**EXERCISE GOAL**
All records below must be retyped exactly.

(Stored data entries)
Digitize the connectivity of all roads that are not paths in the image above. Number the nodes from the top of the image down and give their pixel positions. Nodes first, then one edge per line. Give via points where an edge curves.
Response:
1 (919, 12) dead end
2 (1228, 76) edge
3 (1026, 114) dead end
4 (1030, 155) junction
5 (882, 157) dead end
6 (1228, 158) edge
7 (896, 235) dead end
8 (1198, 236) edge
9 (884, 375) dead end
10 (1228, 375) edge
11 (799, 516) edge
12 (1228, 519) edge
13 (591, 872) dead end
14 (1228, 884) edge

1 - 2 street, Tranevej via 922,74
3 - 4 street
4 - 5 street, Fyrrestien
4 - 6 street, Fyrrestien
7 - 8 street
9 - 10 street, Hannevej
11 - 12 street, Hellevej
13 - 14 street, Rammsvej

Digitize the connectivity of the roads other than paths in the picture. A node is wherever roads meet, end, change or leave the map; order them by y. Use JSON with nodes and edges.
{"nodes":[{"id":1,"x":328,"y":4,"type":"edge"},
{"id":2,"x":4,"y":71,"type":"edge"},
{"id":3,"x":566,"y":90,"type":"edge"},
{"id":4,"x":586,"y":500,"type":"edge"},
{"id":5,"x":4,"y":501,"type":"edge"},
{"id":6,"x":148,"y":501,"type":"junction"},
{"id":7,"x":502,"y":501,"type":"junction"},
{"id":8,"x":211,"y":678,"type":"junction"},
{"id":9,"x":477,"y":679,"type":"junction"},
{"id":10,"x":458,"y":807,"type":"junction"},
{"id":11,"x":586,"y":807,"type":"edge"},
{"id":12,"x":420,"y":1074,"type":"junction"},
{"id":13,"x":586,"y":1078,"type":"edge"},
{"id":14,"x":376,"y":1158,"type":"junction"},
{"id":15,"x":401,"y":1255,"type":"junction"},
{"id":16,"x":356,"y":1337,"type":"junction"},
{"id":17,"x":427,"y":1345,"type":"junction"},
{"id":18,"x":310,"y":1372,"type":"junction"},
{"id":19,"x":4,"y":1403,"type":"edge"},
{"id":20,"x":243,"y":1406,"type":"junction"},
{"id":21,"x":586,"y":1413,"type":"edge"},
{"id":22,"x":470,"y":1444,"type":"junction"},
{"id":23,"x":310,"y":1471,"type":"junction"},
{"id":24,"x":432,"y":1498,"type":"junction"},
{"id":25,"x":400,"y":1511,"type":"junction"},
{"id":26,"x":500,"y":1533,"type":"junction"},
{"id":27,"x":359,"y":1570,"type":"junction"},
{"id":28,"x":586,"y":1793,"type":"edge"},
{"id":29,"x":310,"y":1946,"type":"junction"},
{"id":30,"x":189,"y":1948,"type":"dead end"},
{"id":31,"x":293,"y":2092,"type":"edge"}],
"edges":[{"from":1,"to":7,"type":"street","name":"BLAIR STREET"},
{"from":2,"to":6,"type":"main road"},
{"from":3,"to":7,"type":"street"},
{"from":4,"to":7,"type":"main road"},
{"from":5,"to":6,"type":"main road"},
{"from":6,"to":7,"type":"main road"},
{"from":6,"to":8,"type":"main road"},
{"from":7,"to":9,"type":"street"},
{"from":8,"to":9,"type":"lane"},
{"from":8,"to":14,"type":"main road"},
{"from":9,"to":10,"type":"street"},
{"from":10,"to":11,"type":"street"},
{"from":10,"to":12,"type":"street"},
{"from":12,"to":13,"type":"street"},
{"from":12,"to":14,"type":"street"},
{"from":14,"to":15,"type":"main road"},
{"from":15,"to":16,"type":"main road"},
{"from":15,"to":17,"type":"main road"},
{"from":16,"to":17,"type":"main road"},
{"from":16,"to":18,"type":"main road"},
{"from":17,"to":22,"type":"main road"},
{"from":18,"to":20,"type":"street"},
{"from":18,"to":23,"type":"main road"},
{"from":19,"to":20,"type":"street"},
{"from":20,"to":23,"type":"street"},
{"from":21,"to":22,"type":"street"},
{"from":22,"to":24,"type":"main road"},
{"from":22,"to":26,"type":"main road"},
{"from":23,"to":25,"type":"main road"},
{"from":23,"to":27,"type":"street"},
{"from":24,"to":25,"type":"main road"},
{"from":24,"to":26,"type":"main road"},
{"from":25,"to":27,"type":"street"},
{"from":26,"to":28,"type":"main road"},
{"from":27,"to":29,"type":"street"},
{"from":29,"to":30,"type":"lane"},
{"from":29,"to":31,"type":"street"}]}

**ANSWER FOR THIS EXERCISE**
Digitize the connectivity of all roads that are not paths in the image above. Number the nodes from the top of the image down and give their pixel positions. Nodes first, then one edge per line. Give via points where an edge curves.
Response:
1 (919, 12) dead end
2 (1228, 76) edge
3 (1026, 114) dead end
4 (1030, 155) junction
5 (882, 157) dead end
6 (1228, 158) edge
7 (896, 235) dead end
8 (1198, 236) edge
9 (884, 375) dead end
10 (1228, 375) edge
11 (799, 516) edge
12 (1228, 519) edge
13 (591, 872) dead end
14 (1228, 884) edge

1 - 2 street, Tranevej via 922,74
3 - 4 street
4 - 5 street, Fyrrestien
4 - 6 street, Fyrrestien
7 - 8 street
9 - 10 street, Hannevej
11 - 12 street, Hellevej
13 - 14 street, Rammsvej

Digitize the connectivity of the roads other than paths in the picture. A node is wherever roads meet, end, change or leave the map; order them by y. Use JSON with nodes and edges.
{"nodes":[{"id":1,"x":328,"y":4,"type":"edge"},
{"id":2,"x":4,"y":71,"type":"edge"},
{"id":3,"x":566,"y":90,"type":"edge"},
{"id":4,"x":586,"y":500,"type":"edge"},
{"id":5,"x":4,"y":501,"type":"edge"},
{"id":6,"x":148,"y":501,"type":"junction"},
{"id":7,"x":502,"y":501,"type":"junction"},
{"id":8,"x":211,"y":678,"type":"junction"},
{"id":9,"x":477,"y":679,"type":"junction"},
{"id":10,"x":458,"y":807,"type":"junction"},
{"id":11,"x":586,"y":807,"type":"edge"},
{"id":12,"x":420,"y":1074,"type":"junction"},
{"id":13,"x":586,"y":1078,"type":"edge"},
{"id":14,"x":376,"y":1158,"type":"junction"},
{"id":15,"x":401,"y":1255,"type":"junction"},
{"id":16,"x":356,"y":1337,"type":"junction"},
{"id":17,"x":427,"y":1345,"type":"junction"},
{"id":18,"x":310,"y":1372,"type":"junction"},
{"id":19,"x":4,"y":1403,"type":"edge"},
{"id":20,"x":243,"y":1406,"type":"junction"},
{"id":21,"x":586,"y":1413,"type":"edge"},
{"id":22,"x":470,"y":1444,"type":"junction"},
{"id":23,"x":310,"y":1471,"type":"junction"},
{"id":24,"x":432,"y":1498,"type":"junction"},
{"id":25,"x":400,"y":1511,"type":"junction"},
{"id":26,"x":500,"y":1533,"type":"junction"},
{"id":27,"x":359,"y":1570,"type":"junction"},
{"id":28,"x":586,"y":1793,"type":"edge"},
{"id":29,"x":310,"y":1946,"type":"junction"},
{"id":30,"x":189,"y":1948,"type":"dead end"},
{"id":31,"x":293,"y":2092,"type":"edge"}],
"edges":[{"from":1,"to":7,"type":"street","name":"BLAIR STREET"},
{"from":2,"to":6,"type":"main road"},
{"from":3,"to":7,"type":"street"},
{"from":4,"to":7,"type":"main road"},
{"from":5,"to":6,"type":"main road"},
{"from":6,"to":7,"type":"main road"},
{"from":6,"to":8,"type":"main road"},
{"from":7,"to":9,"type":"street"},
{"from":8,"to":9,"type":"lane"},
{"from":8,"to":14,"type":"main road"},
{"from":9,"to":10,"type":"street"},
{"from":10,"to":11,"type":"street"},
{"from":10,"to":12,"type":"street"},
{"from":12,"to":13,"type":"street"},
{"from":12,"to":14,"type":"street"},
{"from":14,"to":15,"type":"main road"},
{"from":15,"to":16,"type":"main road"},
{"from":15,"to":17,"type":"main road"},
{"from":16,"to":17,"type":"main road"},
{"from":16,"to":18,"type":"main road"},
{"from":17,"to":22,"type":"main road"},
{"from":18,"to":20,"type":"street"},
{"from":18,"to":23,"type":"main road"},
{"from":19,"to":20,"type":"street"},
{"from":20,"to":23,"type":"street"},
{"from":21,"to":22,"type":"street"},
{"from":22,"to":24,"type":"main road"},
{"from":22,"to":26,"type":"main road"},
{"from":23,"to":25,"type":"main road"},
{"from":23,"to":27,"type":"street"},
{"from":24,"to":25,"type":"main road"},
{"from":24,"to":26,"type":"main road"},
{"from":25,"to":27,"type":"street"},
{"from":26,"to":28,"type":"main road"},
{"from":27,"to":29,"type":"street"},
{"from":29,"to":30,"type":"lane"},
{"from":29,"to":31,"type":"street"}]}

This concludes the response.